Of course, I didn't fall for this kind of twaddle when I was young!! 😂
 

Darius_Jedburgh

Über Member
This thread could be merged with the Odd Factoids thread.
@Drago won't be able to handle two lots of twaddle:rolleyes::rolleyes::rolleyes:
 

gbb

Legendary Member
Location
Peterborough
When I was in Cubs I think, maybe 7 years old or younger, I was doing some sort of simple first aid....cub master asked us to find the answer to 'what do you do if you cut your finger ?'
I asked dad, who immediately answered...'you cut the next finger, then the first finger stops bleeding'

Next week, the question was asked....I flung my hand up :hyper:
....and gave the answer.
Teachers face, I can almost see it now....:scratch:
'So how do you stop the second finger bleeding' he asked.
I almost instantly saw the flaw in my answer :unsure: :laugh:

Walking my son (around 9) around the grassed edge of a local industrial estate, there are PIR floodlights along the length of one of the buildings. As we approach I said...that light is going to come on any second. And it did to my sons amazement. How do you know ? he asked :wacko:
Dads know everything was always my answer. The same happened for about 6 floodlights...much to my sons continuing amazement.
 

Blue

Legendary Member
Location
N Ireland
I tried to convince my son that the lollipop man at school could fit the whole lollipop sign in his mouth.
He never quite believed me and just went along with it to humour me.
When an infant my son had a limited edition 'Mog' from the Mog the cat books.

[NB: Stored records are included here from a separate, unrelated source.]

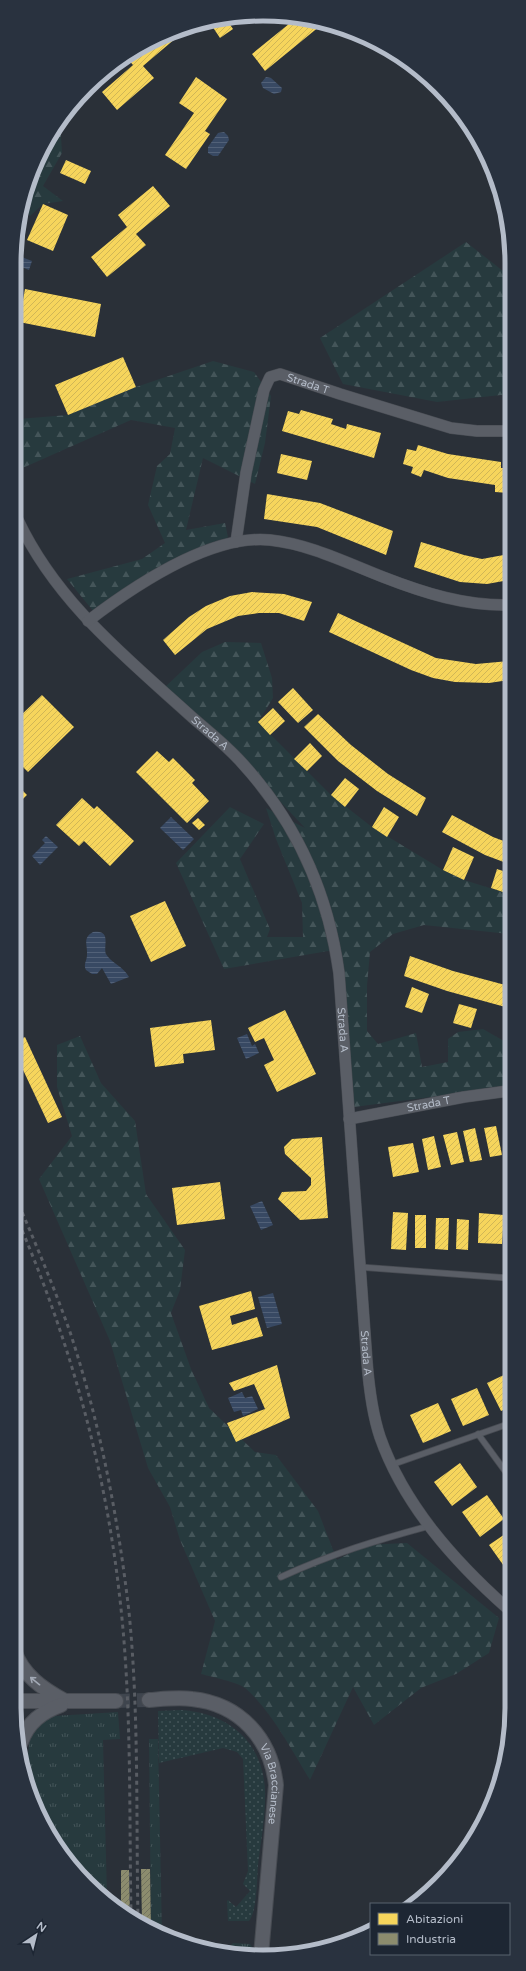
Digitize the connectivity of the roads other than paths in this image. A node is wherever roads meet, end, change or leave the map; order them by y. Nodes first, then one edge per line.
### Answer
1 (505, 431) edge
2 (21, 525) edge
3 (236, 542) junction
4 (505, 605) edge
5 (88, 621) junction
6 (505, 1091) edge
7 (348, 1119) junction
8 (359, 1267) junction
9 (505, 1278) edge
10 (505, 1425) edge
11 (478, 1434) junction
12 (391, 1466) junction
13 (505, 1470) edge
14 (430, 1526) junction
15 (281, 1577) dead end
16 (505, 1606) edge
17 (21, 1664) edge
18 (150, 1700) tunnel mouth
19 (21, 1701) edge
20 (116, 1701) tunnel mouth
21 (67, 1702) junction
22 (23, 1736) edge
23 (261, 1950) edge

1 - 3 street, Strada T
2 - 5 street, Strada A
3 - 4 street
3 - 5 street
5 - 7 street, Strada A
6 - 7 street, Strada T
7 - 8 street, Strada A
8 - 9 lane
8 - 12 street, Strada A
10 - 11 lane
11 - 12 lane
11 - 13 lane
12 - 14 street, Strada A
14 - 15 lane
14 - 16 street, Strada A
21 -> 17 street
18 - 23 street, Via Braccianese
19 - 21 street
20 - 21 street
21 - 22 street

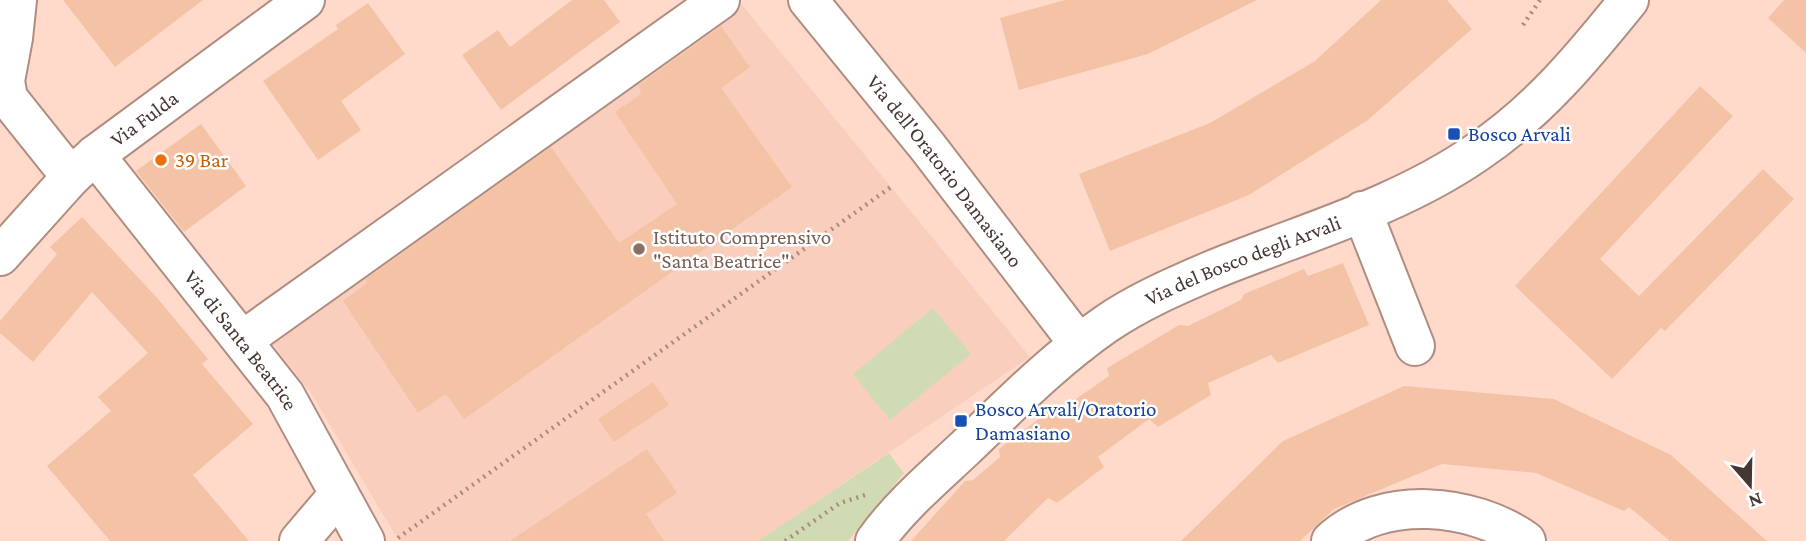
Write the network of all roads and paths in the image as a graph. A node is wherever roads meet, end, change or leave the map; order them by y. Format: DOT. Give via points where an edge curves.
graph roads {
  1 [pos="17,0"];
  2 [pos="305,0"];
  3 [pos="720,0"];
  4 [pos="808,0"];
  5 [pos="1540,0"];
  6 [pos="1627,1"];
  7 [pos="1523,25"];
  8 [pos="83,166"];
  9 [pos="891,187"];
  10 [pos="1362,211"];
  11 [pos="0,256"];
  12 [pos="243,340"];
  13 [pos="1079,344"];
  14 [pos="1415,346"];
  15 [pos="339,494"];
  16 [pos="906,507"];
  17 [pos="381,540"];
  18 [pos="299,541"];
  19 [pos="785,541"];
  20 [pos="875,541"];
  21 [pos="1331,541"];
  22 [pos="1526,541"];
  1 -- 8 [label="street, Via di Santa Beatrice" via="5,81 8,98"];
  2 -- 8 [label="street, Via Fulda"];
  3 -- 12 [label="street"];
  4 -- 13 [label="street, Via dell'Oratorio Damasiano"];
  5 -- 7 [label="path"];
  6 -- 10 [label="street, Via del Bosco degli Arvali" via="1553,90 1498,138 1423,186"];
  8 -- 11 [label="street, Via Fulda"];
  8 -- 12 [label="street, Via di Santa Beatrice"];
  9 -- 17 [label="path"];
  10 -- 13 [label="street, Via del Bosco degli Arvali" via="1180,285 1126,312"];
  10 -- 14 [label="street"];
  12 -- 15 [label="street, Via di Santa Beatrice" via="285,395"];
  13 -- 16 [label="street, Via del Bosco degli Arvali"];
  15 -- 17 [label="street, Via di Santa Beatrice"];
  15 -- 18 [label="street"];
  16 -- 19 [label="path" via="884,496 863,494 840,503"];
  16 -- 20 [label="street, Via del Bosco degli Arvali"];
  21 -- 22 [label="street" via="1367,519 1427,510 1474,516"];
}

Mog went everywhere with my son but was lost in a hospital complex where we were visiting my terminally ill dad. Try as I may, Mog couldn't be found or a replacement bought. I bought a replacement cuddly cat in a similar pose and that was immediately accepted without comment so I thought 'result'. Anyway,,,,,, a couple of years later I asked my son how he liked his Mog to be told that she was OK but not as good as the proper Mog. He just hadn't wanted to disappoint me!
 

Oldhippy

Senior Member
The hay bales in fields and wrapped up in plastic were cow eggs, my daughter believed it for a bit.
 
Location
London
It's not quite in keeping with the theme of the thread because people actually believed this twaddle, but parents and relatives always worried when you got wet from playing football or cycling in the rain.
"You'll catch pneumonia!"
"You'll catch a bad cold!"

Utter pap.
it's a common belief in Italy (where you quite often see folk wrapped up in those down puff jackets on warm days in May).
And don't get me started on the dreaded "congestione" - every year folks die from the peril, cases are reported in papers, folk congratulate themselves that they are pre-warned about the mortal threat by their know-everything mums.